0014 - Der schwarze Henker
Man schrieb das Jahr 1578!
Über die schroffen Grate und Zinnen der Grampian Mountains wehte ein beißender Wind. Die Kiefern und dürren Fichten bogen sich unter dem Sturm, als hätten sie Angst vor den gewaltigen dunklen Wolken, die mit großer Geschwindigkeit über den nächtlichen Himmel jagten.
Auch die Menschen fürchteten sich. Sie hockten in ihren Häusern, still und verängstigt. Die Hände hatten sie zum Gebet gefaltet, bleiche Lippen murmelten die Worte des Heils und der Erlösung.
Und erlöst werden wollten sie. Erlöst von einer grausamen Tortur, von einem Regiment des Schreckens.
Moro, der Henker, sollte vernichtet werden.
Endgültig…
Tot war er schon, dieser grausame Tyrann, der einen Pakt mit dem Satan geschlossen hatte und als unüberwindlich galt. Doch das war nun vorbei.

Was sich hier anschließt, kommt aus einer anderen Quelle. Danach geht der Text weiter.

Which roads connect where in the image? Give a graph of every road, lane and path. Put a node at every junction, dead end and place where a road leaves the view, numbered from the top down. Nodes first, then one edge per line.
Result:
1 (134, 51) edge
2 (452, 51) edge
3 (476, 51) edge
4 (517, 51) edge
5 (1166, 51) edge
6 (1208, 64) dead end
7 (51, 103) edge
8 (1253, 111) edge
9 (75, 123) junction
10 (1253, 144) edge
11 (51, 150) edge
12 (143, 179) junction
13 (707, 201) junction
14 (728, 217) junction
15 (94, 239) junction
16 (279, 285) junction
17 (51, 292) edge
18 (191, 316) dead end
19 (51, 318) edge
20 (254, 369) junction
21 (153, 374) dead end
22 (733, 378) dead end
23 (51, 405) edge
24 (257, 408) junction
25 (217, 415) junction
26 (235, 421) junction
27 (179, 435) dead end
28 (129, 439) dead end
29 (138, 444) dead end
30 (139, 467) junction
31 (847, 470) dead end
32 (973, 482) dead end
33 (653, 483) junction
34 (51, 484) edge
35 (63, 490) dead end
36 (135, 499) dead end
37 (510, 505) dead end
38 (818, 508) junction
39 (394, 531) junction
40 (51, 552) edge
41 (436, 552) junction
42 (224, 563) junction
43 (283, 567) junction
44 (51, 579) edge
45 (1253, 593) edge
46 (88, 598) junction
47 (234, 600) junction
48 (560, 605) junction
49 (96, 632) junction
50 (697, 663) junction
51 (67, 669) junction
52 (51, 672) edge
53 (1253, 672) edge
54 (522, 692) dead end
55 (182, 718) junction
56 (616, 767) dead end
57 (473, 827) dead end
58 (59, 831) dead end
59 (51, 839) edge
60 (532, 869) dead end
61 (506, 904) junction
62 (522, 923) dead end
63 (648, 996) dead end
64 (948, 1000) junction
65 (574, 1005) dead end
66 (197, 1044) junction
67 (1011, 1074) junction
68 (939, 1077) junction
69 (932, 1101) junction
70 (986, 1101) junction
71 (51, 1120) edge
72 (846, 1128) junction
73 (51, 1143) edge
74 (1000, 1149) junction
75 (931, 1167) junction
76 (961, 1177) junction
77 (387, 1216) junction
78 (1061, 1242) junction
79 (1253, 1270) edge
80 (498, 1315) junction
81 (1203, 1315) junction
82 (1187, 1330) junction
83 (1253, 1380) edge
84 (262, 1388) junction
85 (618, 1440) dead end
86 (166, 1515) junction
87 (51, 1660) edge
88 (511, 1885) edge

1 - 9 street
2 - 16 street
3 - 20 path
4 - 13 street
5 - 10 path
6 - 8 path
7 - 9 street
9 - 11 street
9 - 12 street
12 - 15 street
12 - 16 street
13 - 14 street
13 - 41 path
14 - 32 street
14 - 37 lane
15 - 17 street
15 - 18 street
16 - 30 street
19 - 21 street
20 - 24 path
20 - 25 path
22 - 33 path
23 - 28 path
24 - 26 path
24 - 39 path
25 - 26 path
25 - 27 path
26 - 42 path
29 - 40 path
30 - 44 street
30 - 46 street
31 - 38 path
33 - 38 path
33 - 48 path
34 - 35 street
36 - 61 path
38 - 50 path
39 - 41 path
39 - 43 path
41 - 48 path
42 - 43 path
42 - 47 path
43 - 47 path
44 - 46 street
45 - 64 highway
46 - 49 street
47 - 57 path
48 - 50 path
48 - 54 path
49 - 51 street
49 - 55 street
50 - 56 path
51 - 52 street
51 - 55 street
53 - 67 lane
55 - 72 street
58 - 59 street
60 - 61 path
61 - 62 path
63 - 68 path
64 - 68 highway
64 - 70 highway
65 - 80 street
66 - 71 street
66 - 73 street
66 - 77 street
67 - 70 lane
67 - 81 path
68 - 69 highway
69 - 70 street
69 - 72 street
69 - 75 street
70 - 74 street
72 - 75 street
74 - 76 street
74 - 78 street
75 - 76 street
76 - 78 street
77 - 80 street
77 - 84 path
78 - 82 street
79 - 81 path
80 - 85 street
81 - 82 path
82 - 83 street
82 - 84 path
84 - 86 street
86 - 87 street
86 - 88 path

Mutige Männer hatten sich zusammengeschlossen, den Henker in die kleine Dorfkirche getrieben und dort getötet. Mit einem geweihten Pfeil. Abgeschossen von einer Armbrust.
Der Pfeil drang in das Herz des Tyrannen. Und dort steckte er immer noch.
Der Mann, der den Henker getötet hatte, hieß Neil Cromwell. Er war der Bürgermeister von Pitlochry, dem kleinen Ort in den schottischen Bergen. Und er war es auch, der vorgeschlagen hatte, den Henker in der unheiligen Erde zu begraben. Dieser Teufel durfte kein christliches Begräbnis bekommen. Es wäre reine Gotteslästerung gewesen.
Um Mitternacht sollte der Henker bestattet werden!
Die Männer, die diese Tat auf sich nehmen wollten, hatten sich in der kleinen Sakristei versammelt.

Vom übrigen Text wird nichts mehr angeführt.